Notre-Dame en feu
C’était à Paris, je promenais mon ennui
À l’heure où le jour résiste encore à la nuit.
Je flânais sur les quais en écoutant la Seine,
Laissant mon esprit folâtrer sans retenue,
Lorsque soudain des cris au sommet de la rue
Me firent presser le pas à en perdre haleine.
Je vois sur le Pont Neuf une foule agitée,
Les regards tournés vers l’Ile de la Cité.
Un nuage de suie flotte sur Notre-Dame
Et déjà des flammes lèchent le toit de plomb
Faisant redouter que s’envole son aplomb.
Ma conscience mesure l’ampleur du drame.
Avec sa cathédrale écornée, me dis-je,
Paris verra, c’est sûr, dépérir son prestige.

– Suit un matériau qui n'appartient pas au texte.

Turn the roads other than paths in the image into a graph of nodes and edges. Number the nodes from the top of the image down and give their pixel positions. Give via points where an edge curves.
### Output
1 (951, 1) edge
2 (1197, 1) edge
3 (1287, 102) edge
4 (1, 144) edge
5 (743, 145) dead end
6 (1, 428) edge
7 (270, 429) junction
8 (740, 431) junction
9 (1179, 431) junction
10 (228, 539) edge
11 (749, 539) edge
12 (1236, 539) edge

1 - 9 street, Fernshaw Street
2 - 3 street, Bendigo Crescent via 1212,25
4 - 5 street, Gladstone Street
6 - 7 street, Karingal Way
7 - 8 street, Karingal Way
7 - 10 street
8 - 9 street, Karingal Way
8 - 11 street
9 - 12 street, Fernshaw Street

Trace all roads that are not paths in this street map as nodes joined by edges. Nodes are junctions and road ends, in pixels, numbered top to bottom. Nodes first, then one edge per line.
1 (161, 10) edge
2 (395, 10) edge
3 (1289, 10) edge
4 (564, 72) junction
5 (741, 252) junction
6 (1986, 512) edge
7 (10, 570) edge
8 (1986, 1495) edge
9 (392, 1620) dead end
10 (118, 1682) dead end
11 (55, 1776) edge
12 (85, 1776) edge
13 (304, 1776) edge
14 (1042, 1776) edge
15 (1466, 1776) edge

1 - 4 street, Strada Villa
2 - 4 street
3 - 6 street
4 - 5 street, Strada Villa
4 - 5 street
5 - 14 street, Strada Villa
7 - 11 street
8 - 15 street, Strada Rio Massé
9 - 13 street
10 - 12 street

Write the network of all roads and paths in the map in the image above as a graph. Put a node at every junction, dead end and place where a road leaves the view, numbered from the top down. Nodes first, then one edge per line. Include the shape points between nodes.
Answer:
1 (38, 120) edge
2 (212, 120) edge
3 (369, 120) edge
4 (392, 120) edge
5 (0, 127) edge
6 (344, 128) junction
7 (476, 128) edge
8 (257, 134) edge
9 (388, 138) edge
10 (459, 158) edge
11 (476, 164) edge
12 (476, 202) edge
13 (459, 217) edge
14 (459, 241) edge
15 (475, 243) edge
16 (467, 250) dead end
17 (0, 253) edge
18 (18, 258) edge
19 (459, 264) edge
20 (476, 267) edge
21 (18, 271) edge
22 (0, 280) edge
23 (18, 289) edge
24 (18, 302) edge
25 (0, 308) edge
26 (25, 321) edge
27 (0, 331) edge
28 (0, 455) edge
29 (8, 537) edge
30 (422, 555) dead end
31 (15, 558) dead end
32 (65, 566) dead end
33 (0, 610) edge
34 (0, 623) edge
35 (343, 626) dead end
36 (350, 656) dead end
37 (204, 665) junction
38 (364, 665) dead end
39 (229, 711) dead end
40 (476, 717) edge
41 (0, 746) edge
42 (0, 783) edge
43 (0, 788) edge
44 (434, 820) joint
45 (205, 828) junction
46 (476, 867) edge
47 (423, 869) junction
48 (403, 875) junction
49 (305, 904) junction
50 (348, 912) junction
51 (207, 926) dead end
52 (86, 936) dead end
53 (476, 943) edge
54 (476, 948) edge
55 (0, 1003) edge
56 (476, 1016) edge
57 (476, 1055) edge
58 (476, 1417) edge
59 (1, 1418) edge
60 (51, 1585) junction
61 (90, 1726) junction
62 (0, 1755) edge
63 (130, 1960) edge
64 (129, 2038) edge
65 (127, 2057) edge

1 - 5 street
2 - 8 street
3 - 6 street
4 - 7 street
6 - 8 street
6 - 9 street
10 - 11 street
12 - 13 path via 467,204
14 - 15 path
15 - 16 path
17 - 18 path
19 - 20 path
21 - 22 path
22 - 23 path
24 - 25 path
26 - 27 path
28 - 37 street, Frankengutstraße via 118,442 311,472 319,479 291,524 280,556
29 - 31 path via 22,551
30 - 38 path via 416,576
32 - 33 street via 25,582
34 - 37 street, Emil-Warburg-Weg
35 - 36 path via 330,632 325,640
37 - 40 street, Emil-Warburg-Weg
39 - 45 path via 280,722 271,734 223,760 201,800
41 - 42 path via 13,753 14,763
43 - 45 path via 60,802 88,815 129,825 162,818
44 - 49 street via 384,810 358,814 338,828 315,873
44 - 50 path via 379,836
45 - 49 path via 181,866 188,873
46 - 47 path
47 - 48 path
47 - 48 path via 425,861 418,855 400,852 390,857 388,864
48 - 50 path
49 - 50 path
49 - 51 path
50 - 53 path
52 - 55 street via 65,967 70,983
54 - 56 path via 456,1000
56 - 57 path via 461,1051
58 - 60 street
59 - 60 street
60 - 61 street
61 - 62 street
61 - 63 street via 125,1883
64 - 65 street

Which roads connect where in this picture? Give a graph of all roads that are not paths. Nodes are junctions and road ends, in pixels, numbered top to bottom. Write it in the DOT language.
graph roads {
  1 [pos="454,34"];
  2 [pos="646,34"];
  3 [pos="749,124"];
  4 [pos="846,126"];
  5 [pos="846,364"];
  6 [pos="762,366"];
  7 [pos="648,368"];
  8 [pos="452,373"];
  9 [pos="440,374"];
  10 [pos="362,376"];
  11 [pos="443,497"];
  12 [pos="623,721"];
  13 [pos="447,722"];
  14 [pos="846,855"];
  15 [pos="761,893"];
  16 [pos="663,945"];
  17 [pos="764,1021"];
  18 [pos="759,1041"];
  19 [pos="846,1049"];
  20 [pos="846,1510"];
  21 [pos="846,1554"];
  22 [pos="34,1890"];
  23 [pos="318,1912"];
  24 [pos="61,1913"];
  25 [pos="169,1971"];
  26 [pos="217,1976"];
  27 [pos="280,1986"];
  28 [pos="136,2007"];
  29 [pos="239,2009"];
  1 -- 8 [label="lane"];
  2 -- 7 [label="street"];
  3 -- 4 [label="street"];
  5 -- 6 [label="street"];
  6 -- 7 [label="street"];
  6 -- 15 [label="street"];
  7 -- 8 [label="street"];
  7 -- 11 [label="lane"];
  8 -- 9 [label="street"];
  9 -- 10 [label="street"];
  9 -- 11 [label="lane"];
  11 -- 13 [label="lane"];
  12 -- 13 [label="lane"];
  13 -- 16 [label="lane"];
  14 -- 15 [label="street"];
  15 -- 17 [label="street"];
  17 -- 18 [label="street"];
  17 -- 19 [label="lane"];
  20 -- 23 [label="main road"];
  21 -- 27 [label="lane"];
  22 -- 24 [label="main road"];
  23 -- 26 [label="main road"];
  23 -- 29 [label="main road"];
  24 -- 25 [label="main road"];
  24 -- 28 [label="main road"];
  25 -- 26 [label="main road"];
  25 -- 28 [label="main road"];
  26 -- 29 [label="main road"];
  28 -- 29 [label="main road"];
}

Le sinistre grandit attisé par le vent
Et nourri par un chêne âgé d’au moins mille ans.
Des gerbes de feu comme au sommet des volcans
S’évaporent dans l’air, rougeoyant le couchant.
La vigueur du foyer n’épargne ni les toits
Ni la sublime flèche embrasée par endroits.
La foule agglutinée tel un essaim sur l’arbre,
Observe avec effroi l’image trop atroce
Du feu dévorant tout d’un appétit féroce,
Dévoilant sous leurs yeux une scène macabre.
Les soldats impuissants à livrer le combat
Sont comme des marins qui voient fléchir leur mât
Quand la mer déchaînée fait prendre de la gîte.
Nous eûmes peu à languir avant que s’écroule
La divine cime sous les cris de la foule ;
Elle comprend sur le champ que la messe est dite.
Tandis que le brasier dévore la forêt
Le sol s’est embrasé du transept au chevet.
Les flammes poursuivent leur funeste besogne
Esquissant dans les cieux des formes éphémères,
Enfantant un cortège d’horribles chimères
Avec Quasimodo et son horrible trogne.
Notre-Dame fut sauvée très tard dans la nuit
Quand le Diable vaincu à grands pas s’est enfui.
Depuis ce jour sinistre, adieu messe et matines ;
Maçons, tailleurs, peintres, chacun dans son métier,
Sans repos ni ennui, œuvre d’arrache-pied
À polir l’écrin de la couronne d’épines.